What we know is that $32 million bought only the physical property. The King estate continues to hold literary rights to the documents and will have a voice in how they may be displayed. That means that whoever holds title to the documents will have the pleasure of dealing with attorneys for the King estate and their demands for compensation ad infinitum.

The other thing that we appear to know is that title to the Rev. Martin Luther King Jr. papers that were to have been auctioned will now, at the request of the King estate, pass to the hands of Morehouse College. Fair enough. The family has a three-generation relationship with Morehouse, where young King graduated in 1948. Shortly after King's death, Morehouse President Benjamin Mays invited Coretta Scott King to donate her husband's papers to Morehouse. What might have been a gift then has now cost $32 million.

The college doesn't yet have an appropriate place to keep them, but its president, Walter Massey, has announced that, in the long run, he expects the King papers to be housed at Morehouse.

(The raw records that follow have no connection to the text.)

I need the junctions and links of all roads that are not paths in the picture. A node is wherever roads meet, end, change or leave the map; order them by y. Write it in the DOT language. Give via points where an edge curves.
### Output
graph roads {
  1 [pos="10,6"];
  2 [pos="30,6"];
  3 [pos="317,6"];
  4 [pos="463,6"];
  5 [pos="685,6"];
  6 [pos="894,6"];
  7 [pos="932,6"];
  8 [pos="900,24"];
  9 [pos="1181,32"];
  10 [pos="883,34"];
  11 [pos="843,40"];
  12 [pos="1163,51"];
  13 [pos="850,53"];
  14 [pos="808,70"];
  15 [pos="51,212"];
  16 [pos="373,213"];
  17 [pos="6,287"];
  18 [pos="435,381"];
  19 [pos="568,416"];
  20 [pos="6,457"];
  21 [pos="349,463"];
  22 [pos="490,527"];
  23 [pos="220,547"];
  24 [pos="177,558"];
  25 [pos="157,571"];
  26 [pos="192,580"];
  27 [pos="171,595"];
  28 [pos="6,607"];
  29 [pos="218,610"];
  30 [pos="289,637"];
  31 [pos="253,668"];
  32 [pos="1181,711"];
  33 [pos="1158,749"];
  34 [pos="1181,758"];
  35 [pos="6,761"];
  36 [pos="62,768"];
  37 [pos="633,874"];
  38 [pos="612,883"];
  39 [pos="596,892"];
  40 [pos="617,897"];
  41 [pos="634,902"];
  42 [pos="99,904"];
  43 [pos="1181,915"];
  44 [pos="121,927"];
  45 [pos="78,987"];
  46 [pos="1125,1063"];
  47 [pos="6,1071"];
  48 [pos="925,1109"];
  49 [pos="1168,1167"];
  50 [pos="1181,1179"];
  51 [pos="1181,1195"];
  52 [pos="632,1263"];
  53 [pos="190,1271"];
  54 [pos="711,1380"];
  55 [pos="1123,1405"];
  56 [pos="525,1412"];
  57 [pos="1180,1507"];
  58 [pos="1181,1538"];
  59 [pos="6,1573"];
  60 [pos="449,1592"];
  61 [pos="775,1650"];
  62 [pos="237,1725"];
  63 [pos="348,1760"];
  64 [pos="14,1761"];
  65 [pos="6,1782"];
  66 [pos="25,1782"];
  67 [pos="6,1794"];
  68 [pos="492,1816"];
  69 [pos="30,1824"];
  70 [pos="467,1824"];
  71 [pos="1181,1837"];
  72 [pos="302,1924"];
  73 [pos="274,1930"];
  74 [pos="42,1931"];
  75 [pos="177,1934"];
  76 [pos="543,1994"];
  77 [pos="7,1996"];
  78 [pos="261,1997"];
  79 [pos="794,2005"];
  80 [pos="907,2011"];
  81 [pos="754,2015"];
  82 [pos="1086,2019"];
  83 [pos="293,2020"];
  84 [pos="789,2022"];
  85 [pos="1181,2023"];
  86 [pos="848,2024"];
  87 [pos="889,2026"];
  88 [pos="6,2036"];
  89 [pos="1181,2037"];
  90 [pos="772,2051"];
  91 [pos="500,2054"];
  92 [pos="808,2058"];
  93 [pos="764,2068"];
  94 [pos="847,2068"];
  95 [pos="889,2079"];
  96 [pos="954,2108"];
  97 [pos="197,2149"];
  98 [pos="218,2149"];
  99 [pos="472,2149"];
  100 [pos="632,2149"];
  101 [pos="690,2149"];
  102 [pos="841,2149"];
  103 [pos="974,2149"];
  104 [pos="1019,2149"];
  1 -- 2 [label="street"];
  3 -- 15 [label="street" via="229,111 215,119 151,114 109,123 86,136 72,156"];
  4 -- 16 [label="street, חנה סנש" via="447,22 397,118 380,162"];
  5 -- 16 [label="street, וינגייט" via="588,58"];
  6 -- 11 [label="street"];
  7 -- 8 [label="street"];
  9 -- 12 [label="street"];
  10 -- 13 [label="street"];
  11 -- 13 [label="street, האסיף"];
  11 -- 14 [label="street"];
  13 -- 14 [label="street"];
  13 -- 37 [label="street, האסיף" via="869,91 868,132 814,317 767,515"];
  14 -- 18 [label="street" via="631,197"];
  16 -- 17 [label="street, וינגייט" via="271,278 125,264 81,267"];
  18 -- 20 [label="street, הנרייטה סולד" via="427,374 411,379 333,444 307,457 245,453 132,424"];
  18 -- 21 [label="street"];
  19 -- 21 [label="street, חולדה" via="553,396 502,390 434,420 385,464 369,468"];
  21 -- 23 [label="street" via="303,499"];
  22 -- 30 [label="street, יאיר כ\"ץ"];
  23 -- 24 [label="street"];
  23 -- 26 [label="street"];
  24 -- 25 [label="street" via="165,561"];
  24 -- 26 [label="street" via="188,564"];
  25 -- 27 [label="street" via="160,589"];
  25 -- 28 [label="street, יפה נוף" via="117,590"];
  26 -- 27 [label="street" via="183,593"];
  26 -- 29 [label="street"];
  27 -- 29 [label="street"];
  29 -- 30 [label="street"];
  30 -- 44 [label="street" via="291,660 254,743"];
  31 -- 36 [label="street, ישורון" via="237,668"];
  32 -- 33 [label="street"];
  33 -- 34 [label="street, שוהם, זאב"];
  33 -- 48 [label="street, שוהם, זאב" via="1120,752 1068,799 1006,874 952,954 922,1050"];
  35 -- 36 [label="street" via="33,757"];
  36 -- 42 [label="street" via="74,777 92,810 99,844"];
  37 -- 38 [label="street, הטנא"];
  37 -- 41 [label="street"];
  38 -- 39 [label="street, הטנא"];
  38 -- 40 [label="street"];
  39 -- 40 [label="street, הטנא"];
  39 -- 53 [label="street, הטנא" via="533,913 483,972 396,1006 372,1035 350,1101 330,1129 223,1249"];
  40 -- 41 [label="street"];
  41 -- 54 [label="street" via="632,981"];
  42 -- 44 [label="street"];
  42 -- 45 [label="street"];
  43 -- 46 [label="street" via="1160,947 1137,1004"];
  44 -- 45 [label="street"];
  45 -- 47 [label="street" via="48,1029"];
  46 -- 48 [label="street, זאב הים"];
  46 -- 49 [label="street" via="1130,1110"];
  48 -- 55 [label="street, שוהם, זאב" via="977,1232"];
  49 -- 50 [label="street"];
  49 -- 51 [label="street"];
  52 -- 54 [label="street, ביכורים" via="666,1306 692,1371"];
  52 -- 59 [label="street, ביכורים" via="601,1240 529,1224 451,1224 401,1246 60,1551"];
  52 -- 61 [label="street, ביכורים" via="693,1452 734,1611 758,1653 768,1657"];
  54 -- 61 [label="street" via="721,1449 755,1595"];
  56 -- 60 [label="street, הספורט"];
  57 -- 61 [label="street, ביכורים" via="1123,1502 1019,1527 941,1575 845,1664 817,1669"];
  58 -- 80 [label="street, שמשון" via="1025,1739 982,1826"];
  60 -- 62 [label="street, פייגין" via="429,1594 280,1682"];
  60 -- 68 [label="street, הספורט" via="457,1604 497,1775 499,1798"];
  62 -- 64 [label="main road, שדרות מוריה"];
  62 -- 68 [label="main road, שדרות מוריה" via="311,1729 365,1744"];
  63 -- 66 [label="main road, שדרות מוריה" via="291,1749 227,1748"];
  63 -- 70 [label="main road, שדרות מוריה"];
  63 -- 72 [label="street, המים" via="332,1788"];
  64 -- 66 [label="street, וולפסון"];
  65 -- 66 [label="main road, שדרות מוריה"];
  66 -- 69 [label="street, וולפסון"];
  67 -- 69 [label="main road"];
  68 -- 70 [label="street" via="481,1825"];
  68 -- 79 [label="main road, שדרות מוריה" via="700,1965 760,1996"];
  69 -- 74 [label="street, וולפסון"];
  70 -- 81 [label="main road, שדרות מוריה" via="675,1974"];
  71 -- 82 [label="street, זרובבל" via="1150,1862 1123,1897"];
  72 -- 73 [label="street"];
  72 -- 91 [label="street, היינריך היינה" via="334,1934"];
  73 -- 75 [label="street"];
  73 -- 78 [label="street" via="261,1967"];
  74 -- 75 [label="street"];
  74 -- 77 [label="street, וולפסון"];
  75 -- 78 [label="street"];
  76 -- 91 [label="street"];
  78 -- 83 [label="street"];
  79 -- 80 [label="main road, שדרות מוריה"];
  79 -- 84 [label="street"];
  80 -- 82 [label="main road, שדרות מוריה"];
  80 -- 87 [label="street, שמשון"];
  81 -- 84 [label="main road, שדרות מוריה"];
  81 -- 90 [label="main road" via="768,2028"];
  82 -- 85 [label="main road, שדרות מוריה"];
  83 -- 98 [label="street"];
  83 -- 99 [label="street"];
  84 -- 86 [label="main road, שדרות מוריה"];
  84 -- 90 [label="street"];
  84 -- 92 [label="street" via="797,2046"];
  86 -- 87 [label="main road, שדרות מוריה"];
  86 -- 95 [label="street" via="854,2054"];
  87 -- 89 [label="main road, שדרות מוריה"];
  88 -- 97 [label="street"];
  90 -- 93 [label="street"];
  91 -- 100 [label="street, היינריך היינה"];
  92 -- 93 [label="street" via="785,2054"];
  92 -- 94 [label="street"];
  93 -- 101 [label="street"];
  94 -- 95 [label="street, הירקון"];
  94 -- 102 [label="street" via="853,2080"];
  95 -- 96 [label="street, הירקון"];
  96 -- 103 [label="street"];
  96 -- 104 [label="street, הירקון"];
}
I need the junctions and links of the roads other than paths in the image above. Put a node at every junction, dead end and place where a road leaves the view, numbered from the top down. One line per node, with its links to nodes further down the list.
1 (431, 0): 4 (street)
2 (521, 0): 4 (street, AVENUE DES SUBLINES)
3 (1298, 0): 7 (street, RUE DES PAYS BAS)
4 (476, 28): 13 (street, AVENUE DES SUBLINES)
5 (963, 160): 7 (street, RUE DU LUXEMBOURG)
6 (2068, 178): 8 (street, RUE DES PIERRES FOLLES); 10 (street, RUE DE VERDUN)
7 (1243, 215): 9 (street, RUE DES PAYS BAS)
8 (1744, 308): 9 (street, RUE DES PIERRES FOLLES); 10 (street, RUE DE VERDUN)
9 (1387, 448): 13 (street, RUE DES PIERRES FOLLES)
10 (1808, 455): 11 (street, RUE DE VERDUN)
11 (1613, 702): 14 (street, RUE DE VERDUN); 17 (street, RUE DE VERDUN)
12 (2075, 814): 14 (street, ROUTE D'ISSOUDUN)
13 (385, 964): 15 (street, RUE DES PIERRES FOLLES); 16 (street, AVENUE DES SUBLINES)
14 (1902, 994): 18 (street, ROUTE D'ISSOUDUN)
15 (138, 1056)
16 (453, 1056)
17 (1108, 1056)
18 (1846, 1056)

But wait; Franklin tells us that she expects them to be the "cornerstone" of a new $100 million civil rights museum in Atlanta. Will it be built on the Morehouse campus and administered by the college?

These questions need to be raised now because Morehouse does not have a strong track record of making its manuscript holdings available to researchers.

For 15 or 20 years, Morehouse has held a collection of 40 boxes of Mays' papers. They are held under lock and key in the bowels of the Martin Luther King Jr. International Chapel. To anyone's knowledge, no record has ever been made of what is actually in those boxes. All requests by researchers on the lives of King, Mays, Vernon Johns and Howard Thurman for access to the Mays papers have gone either unanswered or rebuffed.

The community has already once built a building with an archive to house the King papers. It's called the Martin Luther King Jr. Center for Nonviolent Social Change. Now, at the invitation of the King estate, the community, or at least its federal taxpayers, is also being asked to buy that building back — from, ah, the King estate.

In the Atlanta University Center's Robert W. Woodruff Library, there is already a substantial archive. Both the library and the archive are underfunded, but well-staffed by highly qualified professional librarians and archivists.

Needless to say, it would be much less expensive either to Morehouse or the city if both the Mays and the King manuscripts were placed in the AUC/Woodruff archives and its funding commensurately increased than it will be for either Morehouse or the city to build yet another facility to house the King papers. At the least, in the AUC/Woodruff library and archives they would be available for historical research.

Thirty-two million dollars and what do you get? Maybe we'll do it right this time.